Failure Modes to Design For
The orchestrator crashes mid-saga. Handled by persisting state before each command. On restart, query DynamoDB for in-flight sagas and re-publish the pending command.
A service is unavailable. SQS retries with backoff. The saga stays in its current state until the command is eventually processed. Design your SQS Dead Letter Queue to surface sagas that are stuck after N retries.
A compensation fails. This is the hardest case. Persist the compensation failure explicitly and route it to a manual intervention queue. Some failures genuinely require human action — build that path into the design rather than pretending it won't happen.
Clock skew and out-of-order events. Use the saga state machine to validate that events arrive in the expected sequence. An InventoryReserved event that arrives after PaymentFailed compensation has already started should be a no-op, not a trigger for further progression.
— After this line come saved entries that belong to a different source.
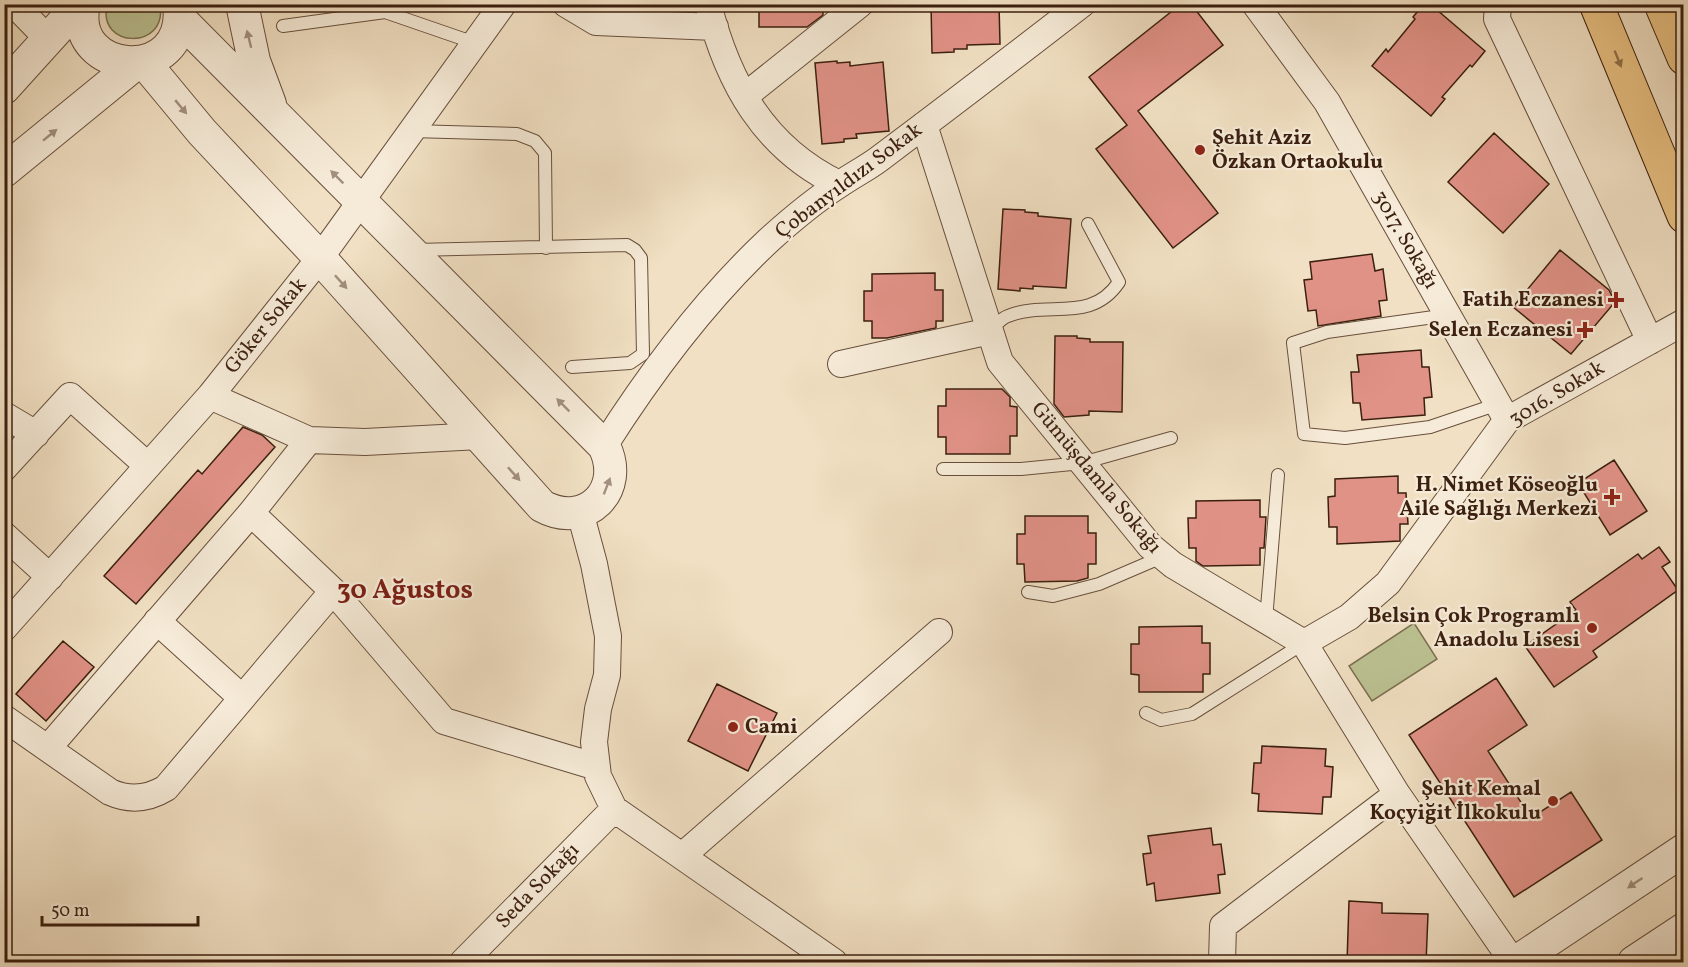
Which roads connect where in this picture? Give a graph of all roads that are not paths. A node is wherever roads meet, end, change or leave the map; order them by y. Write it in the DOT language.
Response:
graph roads {
  1 [pos="14,4"];
  2 [pos="82,4"];
  3 [pos="242,4"];
  4 [pos="503,4"];
  5 [pos="566,4"];
  6 [pos="860,4"];
  7 [pos="1082,4"];
  8 [pos="1255,4"];
  9 [pos="1498,4"];
  10 [pos="1596,4"];
  11 [pos="1661,4"];
  12 [pos="180,8"];
  13 [pos="386,8"];
  14 [pos="712,16"];
  15 [pos="283,26"];
  16 [pos="48,39"];
  17 [pos="475,43"];
  18 [pos="1683,58"];
  19 [pos="140,63"];
  20 [pos="4,88"];
  21 [pos="744,96"];
  22 [pos="273,113"];
  23 [pos="924,125"];
  24 [pos="412,131"];
  25 [pos="4,171"];
  26 [pos="839,184"];
  27 [pos="362,202"];
  28 [pos="1683,216"];
  29 [pos="1088,224"];
  30 [pos="546,248"];
  31 [pos="409,250"];
  32 [pos="320,258"];
  33 [pos="1448,315"];
  34 [pos="1683,322"];
  35 [pos="990,331"];
  36 [pos="1650,340"];
  37 [pos="841,364"];
  38 [pos="572,367"];
  39 [pos="210,396"];
  40 [pos="1503,412"];
  41 [pos="4,415"];
  42 [pos="36,434"];
  43 [pos="480,436"];
  44 [pos="1171,438"];
  45 [pos="309,440"];
  46 [pos="604,446"];
  47 [pos="1082,463"];
  48 [pos="148,466"];
  49 [pos="4,468"];
  50 [pos="943,469"];
  51 [pos="1278,475"];
  52 [pos="580,512"];
  53 [pos="251,513"];
  54 [pos="4,535"];
  55 [pos="1162,557"];
  56 [pos="50,577"];
  57 [pos="333,591"];
  58 [pos="1028,592"];
  59 [pos="1266,620"];
  60 [pos="157,621"];
  61 [pos="4,628"];
  62 [pos="939,632"];
  63 [pos="1304,643"];
  64 [pos="242,698"];
  65 [pos="1146,712"];
  66 [pos="4,718"];
  67 [pos="48,748"];
  68 [pos="597,767"];
  69 [pos="1397,794"];
  70 [pos="614,809"];
  71 [pos="1683,850"];
  72 [pos="682,856"];
  73 [pos="1683,929"];
  74 [pos="463,963"];
  75 [pos="834,963"];
  76 [pos="1222,963"];
  77 [pos="1514,963"];
  78 [pos="1634,963"];
  1 -- 16 [label="street"];
  2 -- 16 [label="street"];
  2 -- 19 [label="street"];
  22 -- 3 [label="street, one-way"];
  4 -- 17 [label="street, Göker Sokak"];
  5 -- 14 [label="street"];
  6 -- 21 [label="street"];
  7 -- 23 [label="street, Çobanyıldızı Sokak"];
  8 -- 33 [label="street, 3017. Sokağı"];
  9 -- 36 [label="street"];
  10 -- 28 [label="main road, one-way"];
  11 -- 18 [label="main road"];
  12 -- 19 [label="street"];
  12 -- 22 [label="street"];
  13 -- 15 [label="lane"];
  13 -- 17 [label="lane"];
  14 -- 21 [label="street"];
  16 -- 20 [label="street"];
  17 -- 24 [label="street, Göker Sokak"];
  25 -- 19 [label="street, one-way"];
  19 -- 32 [label="street, one-way"];
  21 -- 26 [label="street"];
  27 -- 22 [label="street, one-way"];
  23 -- 26 [label="street, Çobanyıldızı Sokak"];
  23 -- 35 [label="street, Gümüşdamla Sokağı"];
  24 -- 27 [label="street, Göker Sokak"];
  24 -- 30 [label="lane"];
  26 -- 46 [label="street, Çobanyıldızı Sokak"];
  27 -- 31 [label="street"];
  27 -- 32 [label="street, Göker Sokak"];
  29 -- 35 [label="lane"];
  30 -- 31 [label="lane"];
  30 -- 38 [label="lane"];
  46 -- 31 [label="street, one-way"];
  32 -- 39 [label="street, Göker Sokak"];
  32 -- 43 [label="street, one-way"];
  33 -- 40 [label="street, 3017. Sokağı"];
  33 -- 40 [label="lane"];
  34 -- 36 [label="street, 3016. Sokak"];
  35 -- 37 [label="street"];
  35 -- 47 [label="street, Gümüşdamla Sokağı"];
  36 -- 40 [label="street, 3016. Sokak"];
  39 -- 45 [label="street"];
  39 -- 48 [label="street, Göker Sokak"];
  40 -- 63 [label="street, 3016. Sokak"];
  41 -- 42 [label="street"];
  42 -- 48 [label="street"];
  42 -- 49 [label="street"];
  43 -- 45 [label="street"];
  43 -- 52 [label="street, one-way"];
  44 -- 47 [label="lane"];
  45 -- 53 [label="street"];
  52 -- 46 [label="street, one-way"];
  47 -- 50 [label="lane"];
  47 -- 55 [label="street, Gümüşdamla Sokağı"];
  48 -- 56 [label="street, Göker Sokak"];
  51 -- 59 [label="lane"];
  52 -- 68 [label="street"];
  53 -- 57 [label="street"];
  53 -- 60 [label="street"];
  54 -- 56 [label="street"];
  55 -- 58 [label="lane"];
  55 -- 59 [label="street, Gümüşdamla Sokağı"];
  56 -- 61 [label="street, Göker Sokak"];
  57 -- 64 [label="street"];
  57 -- 68 [label="street"];
  59 -- 63 [label="street, Gümüşdamla Sokağı"];
  60 -- 64 [label="street"];
  60 -- 67 [label="street"];
  62 -- 72 [label="street"];
  63 -- 65 [label="lane"];
  63 -- 69 [label="street, Gümüşdamla Sokağı"];
  64 -- 67 [label="street"];
  66 -- 67 [label="street"];
  68 -- 70 [label="street"];
  69 -- 76 [label="street"];
  69 -- 77 [label="street, Gümüşdamla Sokağı"];
  70 -- 72 [label="street"];
  70 -- 74 [label="street, Seda Sokağı"];
  71 -- 77 [label="street, one-way"];
  72 -- 75 [label="street"];
  73 -- 78 [label="street"];
}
When to Use Sagas (and When Not To)
Sagas are the right tool when:
- You have 3+ steps across service boundaries
- Steps involve external systems (payment processors, shipping APIs) that can't participate in a shared transaction
- You need the system to remain available even when individual services are down
They're overkill when:
- Two services share a database — just use a local transaction
- The operation is inherently sequential and single-service
- The "distributed transaction" is actually a read-heavy operation with occasional writes — eventual consistency might be sufficient without explicit compensation
The overhead is real: more code, more infrastructure, more failure modes to handle explicitly. The payoff is a system that degrades gracefully instead of deadlocking under pressure.
Two-phase commit is elegant on paper. In production, at scale, with network partitions and partial failures, it becomes the thing that takes your whole system down when one service is slow. Sagas trade that elegance for resilience — and resilience is the one you want at 3am.
Why This Matters Beyond One Company
Operational resilience in financial services and commerce is no longer just an engineering concern — it is a regulatory one. The Office of the Comptroller of the Currency (OCC), the Federal Reserve, and the FDIC have all issued guidance on operational resilience for financial institutions, with explicit expectations around the ability of systems to absorb and recover from disruptions without data loss or inconsistent state. The pattern documented here — Saga orchestration with durable state, idempotent handlers, and explicit compensation — is the engineering implementation of what those frameworks require.
Beyond regulated industries, the same problem affects every multi-service architecture processing financial transactions, inventory reservations, or any workflow where partial completion leaves the system in an inconsistent state. The naive approach (sequential service calls with manual cleanup) is the implementation most teams ship first — and the source of the silent data inconsistencies they discover months later. The Saga pattern with proper idempotency and compensation is the correct architecture, and making it concrete and reproducible is the point of this article.
The complete implementation — saga state machine, SQS orchestration, DynamoDB-backed deduplication, and compensation logic — is designed to be adapted, not just read. If it prevents one team from shipping the sequential-calls anti-pattern into a payment flow, the investment in documenting it has paid off.